A lich is usually an undead corpse that was a powerful magician when it was alive. It cast spells to reanimate the corpse. It is immortal.

As a specific kind of undead the lich seems to originate entirely in the 20th century, without any clear ties to older mythology - if a powerful magician cheated death in most mytheia, he did it whilst still alive, not as an animate corpse. The idea of an animate, spell casting undead husk seems to originate in the works of people like Clark Ashton Smith and Robert E. Howard. The word itself is simply the old English for a corpse - many churches in England still have a lych-gate leading to what used to be called the lych-yard through which lyches would be carried for burial1.2

The best known source of liches in modern fantasy is probably the Dungeons and Dragons ruleset, which adds the further refinement that the lich has removed his soul (or other source of lifeforce) and stored in a repository of some kind (called a phylactery in the D&D rules). Gary Gygax has stated that he based this on the short story "The Sword of the Sorcerer" by Gardner Fox, but this idea has echoes of Koschei the Deathless from Russian mythology, of some Egyptian magical concepts and, quite possibly, other European influences where a magician removed part of himself (usually his heart) to make himself unkillable. It also bears more than a passing resemblance to J.R.R. Tolkein's Sauron.

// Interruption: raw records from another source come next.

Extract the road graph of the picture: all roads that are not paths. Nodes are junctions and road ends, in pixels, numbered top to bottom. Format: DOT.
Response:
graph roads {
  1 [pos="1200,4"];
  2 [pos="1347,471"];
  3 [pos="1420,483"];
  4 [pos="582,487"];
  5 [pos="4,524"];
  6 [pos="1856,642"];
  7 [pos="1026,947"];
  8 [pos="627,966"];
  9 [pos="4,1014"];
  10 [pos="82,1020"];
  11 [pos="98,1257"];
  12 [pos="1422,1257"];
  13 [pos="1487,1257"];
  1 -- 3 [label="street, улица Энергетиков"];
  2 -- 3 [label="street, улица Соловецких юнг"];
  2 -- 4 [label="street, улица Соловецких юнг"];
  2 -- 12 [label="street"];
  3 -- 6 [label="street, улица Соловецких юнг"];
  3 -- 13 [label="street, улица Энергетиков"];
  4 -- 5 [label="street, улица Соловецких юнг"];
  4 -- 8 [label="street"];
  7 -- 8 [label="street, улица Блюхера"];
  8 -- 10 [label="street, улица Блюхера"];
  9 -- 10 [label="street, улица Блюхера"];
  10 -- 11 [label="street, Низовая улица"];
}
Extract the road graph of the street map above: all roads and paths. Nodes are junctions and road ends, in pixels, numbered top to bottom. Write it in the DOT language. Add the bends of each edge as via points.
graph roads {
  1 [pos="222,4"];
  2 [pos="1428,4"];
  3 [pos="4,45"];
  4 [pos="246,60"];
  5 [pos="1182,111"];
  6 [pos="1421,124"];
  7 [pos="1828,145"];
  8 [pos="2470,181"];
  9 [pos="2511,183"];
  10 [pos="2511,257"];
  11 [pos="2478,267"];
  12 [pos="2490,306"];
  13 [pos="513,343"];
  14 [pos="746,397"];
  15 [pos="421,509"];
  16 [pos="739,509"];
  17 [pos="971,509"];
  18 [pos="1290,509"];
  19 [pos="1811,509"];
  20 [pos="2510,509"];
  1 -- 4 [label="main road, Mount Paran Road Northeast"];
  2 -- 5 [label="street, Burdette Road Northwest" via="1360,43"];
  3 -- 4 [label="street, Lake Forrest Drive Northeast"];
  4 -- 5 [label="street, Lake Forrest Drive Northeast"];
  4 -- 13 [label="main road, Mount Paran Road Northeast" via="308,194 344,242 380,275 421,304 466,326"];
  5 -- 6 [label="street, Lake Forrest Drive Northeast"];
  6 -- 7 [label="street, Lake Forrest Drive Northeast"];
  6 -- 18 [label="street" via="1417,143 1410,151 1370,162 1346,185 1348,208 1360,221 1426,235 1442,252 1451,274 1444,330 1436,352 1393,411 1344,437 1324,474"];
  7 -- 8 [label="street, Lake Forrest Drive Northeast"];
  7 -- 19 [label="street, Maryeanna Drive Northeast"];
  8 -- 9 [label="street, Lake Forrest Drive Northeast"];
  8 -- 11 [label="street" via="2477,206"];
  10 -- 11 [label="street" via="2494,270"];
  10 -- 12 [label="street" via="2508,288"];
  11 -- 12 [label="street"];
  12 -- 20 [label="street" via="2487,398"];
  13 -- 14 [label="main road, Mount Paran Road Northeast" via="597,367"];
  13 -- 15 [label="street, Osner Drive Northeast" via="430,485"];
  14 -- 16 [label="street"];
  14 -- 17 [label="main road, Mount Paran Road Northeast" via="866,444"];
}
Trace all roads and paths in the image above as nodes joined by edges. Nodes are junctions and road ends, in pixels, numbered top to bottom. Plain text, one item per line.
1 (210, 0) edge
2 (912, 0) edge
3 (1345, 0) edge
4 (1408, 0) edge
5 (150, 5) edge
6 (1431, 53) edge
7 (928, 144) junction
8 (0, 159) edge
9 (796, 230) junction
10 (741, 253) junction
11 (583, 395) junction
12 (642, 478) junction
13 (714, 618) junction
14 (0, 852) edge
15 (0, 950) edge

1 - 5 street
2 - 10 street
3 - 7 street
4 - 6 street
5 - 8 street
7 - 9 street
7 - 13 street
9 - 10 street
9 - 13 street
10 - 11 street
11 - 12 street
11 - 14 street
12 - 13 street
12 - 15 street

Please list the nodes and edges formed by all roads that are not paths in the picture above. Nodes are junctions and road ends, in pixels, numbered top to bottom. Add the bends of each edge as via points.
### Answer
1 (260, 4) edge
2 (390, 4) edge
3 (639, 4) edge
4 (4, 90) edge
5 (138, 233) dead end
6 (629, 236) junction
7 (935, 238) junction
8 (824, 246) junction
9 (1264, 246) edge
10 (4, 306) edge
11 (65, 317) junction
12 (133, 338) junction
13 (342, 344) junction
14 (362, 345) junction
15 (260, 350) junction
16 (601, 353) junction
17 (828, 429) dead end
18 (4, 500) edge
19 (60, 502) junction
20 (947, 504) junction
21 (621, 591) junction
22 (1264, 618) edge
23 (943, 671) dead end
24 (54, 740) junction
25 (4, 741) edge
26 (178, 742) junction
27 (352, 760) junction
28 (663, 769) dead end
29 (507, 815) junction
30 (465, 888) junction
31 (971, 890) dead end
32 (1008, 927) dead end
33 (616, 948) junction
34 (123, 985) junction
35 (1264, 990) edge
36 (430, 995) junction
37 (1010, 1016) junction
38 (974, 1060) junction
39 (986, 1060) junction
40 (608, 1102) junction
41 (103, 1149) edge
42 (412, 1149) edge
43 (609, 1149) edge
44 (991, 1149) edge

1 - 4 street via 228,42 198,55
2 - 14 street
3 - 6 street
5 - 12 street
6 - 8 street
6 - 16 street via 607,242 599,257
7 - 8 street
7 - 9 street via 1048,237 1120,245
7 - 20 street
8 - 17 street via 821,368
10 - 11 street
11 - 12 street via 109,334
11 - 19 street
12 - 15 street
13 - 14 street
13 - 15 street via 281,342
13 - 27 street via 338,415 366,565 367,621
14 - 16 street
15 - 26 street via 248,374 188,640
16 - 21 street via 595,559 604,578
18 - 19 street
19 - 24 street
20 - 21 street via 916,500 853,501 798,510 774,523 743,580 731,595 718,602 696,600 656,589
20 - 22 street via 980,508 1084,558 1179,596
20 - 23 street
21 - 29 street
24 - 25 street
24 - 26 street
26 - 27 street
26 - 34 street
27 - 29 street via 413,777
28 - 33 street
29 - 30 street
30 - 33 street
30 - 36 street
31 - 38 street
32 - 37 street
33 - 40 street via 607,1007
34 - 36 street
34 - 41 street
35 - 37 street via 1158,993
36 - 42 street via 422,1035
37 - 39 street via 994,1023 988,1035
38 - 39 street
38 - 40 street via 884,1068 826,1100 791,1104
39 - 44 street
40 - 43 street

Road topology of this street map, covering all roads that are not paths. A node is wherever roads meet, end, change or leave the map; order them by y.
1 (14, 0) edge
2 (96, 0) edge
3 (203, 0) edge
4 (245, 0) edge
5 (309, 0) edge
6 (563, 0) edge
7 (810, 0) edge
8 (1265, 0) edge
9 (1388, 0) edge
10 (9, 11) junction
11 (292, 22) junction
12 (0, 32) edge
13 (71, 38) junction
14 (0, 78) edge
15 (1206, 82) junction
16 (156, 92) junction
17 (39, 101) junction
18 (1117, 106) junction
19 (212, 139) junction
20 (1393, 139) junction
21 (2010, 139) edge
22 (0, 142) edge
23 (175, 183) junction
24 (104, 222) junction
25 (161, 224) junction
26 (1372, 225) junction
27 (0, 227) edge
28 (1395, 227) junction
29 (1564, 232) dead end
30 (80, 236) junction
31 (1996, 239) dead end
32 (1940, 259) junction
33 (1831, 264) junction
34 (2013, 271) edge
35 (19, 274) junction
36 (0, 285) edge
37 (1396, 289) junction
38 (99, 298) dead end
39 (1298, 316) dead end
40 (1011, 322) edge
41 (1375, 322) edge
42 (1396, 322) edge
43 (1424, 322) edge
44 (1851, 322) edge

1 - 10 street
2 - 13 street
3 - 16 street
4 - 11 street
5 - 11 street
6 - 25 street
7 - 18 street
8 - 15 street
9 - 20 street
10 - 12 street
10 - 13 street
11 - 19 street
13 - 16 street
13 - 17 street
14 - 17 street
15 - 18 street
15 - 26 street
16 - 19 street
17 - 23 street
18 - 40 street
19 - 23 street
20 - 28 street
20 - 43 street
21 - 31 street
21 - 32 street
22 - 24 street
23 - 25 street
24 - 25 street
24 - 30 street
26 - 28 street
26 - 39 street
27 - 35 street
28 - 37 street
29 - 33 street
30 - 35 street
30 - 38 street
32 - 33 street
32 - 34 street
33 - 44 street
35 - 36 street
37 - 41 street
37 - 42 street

Rolling with the D&D concept, the phylactery makes the lich effectively indestructible as well as undead - if his body is destroyed he can either re-form it at the phylactery (D&D style) or at least persists and is able to possess a suitable living or dead host given the chance. For players who are not genre savvy - or at least don't know what it was they just fought - the return match against the now even angrier lich can be an unpleasant surprise.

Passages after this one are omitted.